GCC/LLVM frame pointer incompatibility on ARM

Hi all,

As has been mentioned several times (*), LLVM and GCC setup frame pointer to point to different stack slots on ARM. GCC's fp points to stack slot holding lr while LLVM's fp points at the next slot.

Fp incompatibility complicates low-level system code e.g. stack unwinders because it is impossible to robustly determine location of caller's fp.

Is this incompatibility intentional/desired or we could somehow unify GCC and LLVM in this regard?

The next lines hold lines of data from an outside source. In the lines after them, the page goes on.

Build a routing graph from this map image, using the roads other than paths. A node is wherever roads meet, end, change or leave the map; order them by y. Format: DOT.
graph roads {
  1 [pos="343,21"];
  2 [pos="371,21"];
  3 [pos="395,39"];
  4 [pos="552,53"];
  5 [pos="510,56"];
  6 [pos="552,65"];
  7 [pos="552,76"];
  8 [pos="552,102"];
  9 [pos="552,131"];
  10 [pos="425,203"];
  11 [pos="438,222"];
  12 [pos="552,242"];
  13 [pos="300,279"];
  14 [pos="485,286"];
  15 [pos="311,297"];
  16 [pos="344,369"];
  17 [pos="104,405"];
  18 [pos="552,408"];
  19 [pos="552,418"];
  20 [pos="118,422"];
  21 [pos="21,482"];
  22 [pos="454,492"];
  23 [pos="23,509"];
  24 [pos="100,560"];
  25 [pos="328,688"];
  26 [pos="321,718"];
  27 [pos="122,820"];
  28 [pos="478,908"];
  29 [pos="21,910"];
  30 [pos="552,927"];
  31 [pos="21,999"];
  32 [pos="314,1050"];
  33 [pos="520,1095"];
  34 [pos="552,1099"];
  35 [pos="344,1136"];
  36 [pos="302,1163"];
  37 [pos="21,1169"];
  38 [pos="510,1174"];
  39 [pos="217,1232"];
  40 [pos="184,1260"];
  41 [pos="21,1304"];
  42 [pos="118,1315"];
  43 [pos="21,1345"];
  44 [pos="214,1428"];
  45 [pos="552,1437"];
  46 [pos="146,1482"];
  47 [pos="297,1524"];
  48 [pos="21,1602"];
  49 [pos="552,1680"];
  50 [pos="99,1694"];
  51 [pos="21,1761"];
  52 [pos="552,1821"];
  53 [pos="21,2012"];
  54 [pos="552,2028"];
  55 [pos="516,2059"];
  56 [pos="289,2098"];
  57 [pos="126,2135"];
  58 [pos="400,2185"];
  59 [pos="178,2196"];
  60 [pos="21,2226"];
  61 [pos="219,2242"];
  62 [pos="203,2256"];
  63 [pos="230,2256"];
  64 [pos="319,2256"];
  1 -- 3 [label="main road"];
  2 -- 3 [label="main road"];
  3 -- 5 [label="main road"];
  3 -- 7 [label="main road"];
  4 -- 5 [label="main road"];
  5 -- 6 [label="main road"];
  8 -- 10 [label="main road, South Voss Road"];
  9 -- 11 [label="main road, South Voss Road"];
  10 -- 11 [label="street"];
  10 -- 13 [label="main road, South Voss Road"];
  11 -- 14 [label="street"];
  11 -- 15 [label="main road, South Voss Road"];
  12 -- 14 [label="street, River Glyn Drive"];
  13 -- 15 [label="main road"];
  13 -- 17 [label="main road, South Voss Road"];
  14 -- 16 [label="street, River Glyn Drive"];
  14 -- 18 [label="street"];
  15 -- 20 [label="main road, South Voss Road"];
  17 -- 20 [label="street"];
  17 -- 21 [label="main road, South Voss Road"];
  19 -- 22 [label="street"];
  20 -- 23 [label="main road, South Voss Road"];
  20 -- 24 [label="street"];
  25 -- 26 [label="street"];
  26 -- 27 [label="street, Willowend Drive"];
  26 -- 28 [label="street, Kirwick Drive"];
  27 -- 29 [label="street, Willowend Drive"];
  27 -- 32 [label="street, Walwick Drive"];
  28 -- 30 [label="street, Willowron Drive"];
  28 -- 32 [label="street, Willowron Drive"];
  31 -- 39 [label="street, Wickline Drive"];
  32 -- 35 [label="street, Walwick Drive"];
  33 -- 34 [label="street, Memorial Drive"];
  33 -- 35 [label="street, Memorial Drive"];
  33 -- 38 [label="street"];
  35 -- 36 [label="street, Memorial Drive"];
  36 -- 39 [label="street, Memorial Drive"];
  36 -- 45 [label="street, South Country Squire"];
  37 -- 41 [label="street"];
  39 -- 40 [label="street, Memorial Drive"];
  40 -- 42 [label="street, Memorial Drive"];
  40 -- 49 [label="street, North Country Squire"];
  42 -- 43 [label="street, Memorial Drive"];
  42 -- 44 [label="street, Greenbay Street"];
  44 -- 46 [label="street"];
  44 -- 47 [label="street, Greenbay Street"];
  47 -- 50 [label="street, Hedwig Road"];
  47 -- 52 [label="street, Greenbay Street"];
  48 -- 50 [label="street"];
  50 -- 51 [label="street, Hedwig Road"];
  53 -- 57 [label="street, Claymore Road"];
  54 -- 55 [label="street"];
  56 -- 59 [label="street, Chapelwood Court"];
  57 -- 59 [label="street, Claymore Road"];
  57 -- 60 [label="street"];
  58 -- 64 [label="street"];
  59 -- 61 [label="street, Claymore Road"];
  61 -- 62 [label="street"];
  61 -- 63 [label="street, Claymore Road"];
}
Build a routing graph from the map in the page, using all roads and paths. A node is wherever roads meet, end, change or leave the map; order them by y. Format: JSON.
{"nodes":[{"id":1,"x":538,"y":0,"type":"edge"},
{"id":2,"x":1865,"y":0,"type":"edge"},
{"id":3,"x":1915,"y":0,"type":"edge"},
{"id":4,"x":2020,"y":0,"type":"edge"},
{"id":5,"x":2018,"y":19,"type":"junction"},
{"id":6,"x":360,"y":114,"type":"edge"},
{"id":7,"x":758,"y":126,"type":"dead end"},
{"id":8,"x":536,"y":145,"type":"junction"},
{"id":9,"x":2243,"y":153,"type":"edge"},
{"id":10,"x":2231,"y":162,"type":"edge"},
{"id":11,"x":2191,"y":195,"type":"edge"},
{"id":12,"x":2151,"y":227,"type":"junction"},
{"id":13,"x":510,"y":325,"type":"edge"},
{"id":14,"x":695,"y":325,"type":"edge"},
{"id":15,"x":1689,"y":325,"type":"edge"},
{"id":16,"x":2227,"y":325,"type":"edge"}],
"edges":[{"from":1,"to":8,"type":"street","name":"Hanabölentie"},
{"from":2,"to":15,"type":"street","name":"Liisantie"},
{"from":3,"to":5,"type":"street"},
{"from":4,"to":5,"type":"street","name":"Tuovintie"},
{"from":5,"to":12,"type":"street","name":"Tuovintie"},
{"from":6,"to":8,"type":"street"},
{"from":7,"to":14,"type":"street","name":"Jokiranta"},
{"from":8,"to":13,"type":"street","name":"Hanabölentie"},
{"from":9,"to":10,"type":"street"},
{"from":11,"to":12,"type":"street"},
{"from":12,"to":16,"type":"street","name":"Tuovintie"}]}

(*) Links to older discussions:
* http://comments.gmane.org/gmane.comp.compilers.llvm.devel/69514
* https://gcc.gnu.org/bugzilla/show_bug.cgi?id=61771

I don't understand this argument. The ARM EH / DWARF annotation is
supported by LLVM and encodes exactly the data required for robustly
unwinding the stack.

Joerg

Fp incompatibility complicates low-level system code e.g. stack
unwinders because it is impossible to robustly determine location of
caller's fp.

I don't understand this argument. The ARM EH / DWARF annotation is
supported by LLVM and encodes exactly the data required for robustly
unwinding the stack.

Not fast enough for us.

I don't understand this argument. The ARM EH / DWARF annotation is
supported by LLVM and encodes exactly the data required for robustly
unwinding the stack.

Plus, relying on specific compiler's output cannot ever be robust,
even if all known compilers do the same thing, one unknown will stand
different. Following EH directives is the only sure way of getting
things right. Robust or fast, pick one. :slight_smile:

Not fast enough for us.

I'm afraid you'll have to cope with different compilers' outputs. Even
if LLVM changes that, there will be others. You could say: "I only
care about GCC and LLVM", but you probably said before "I only care
about GCC", and it has proven problematic.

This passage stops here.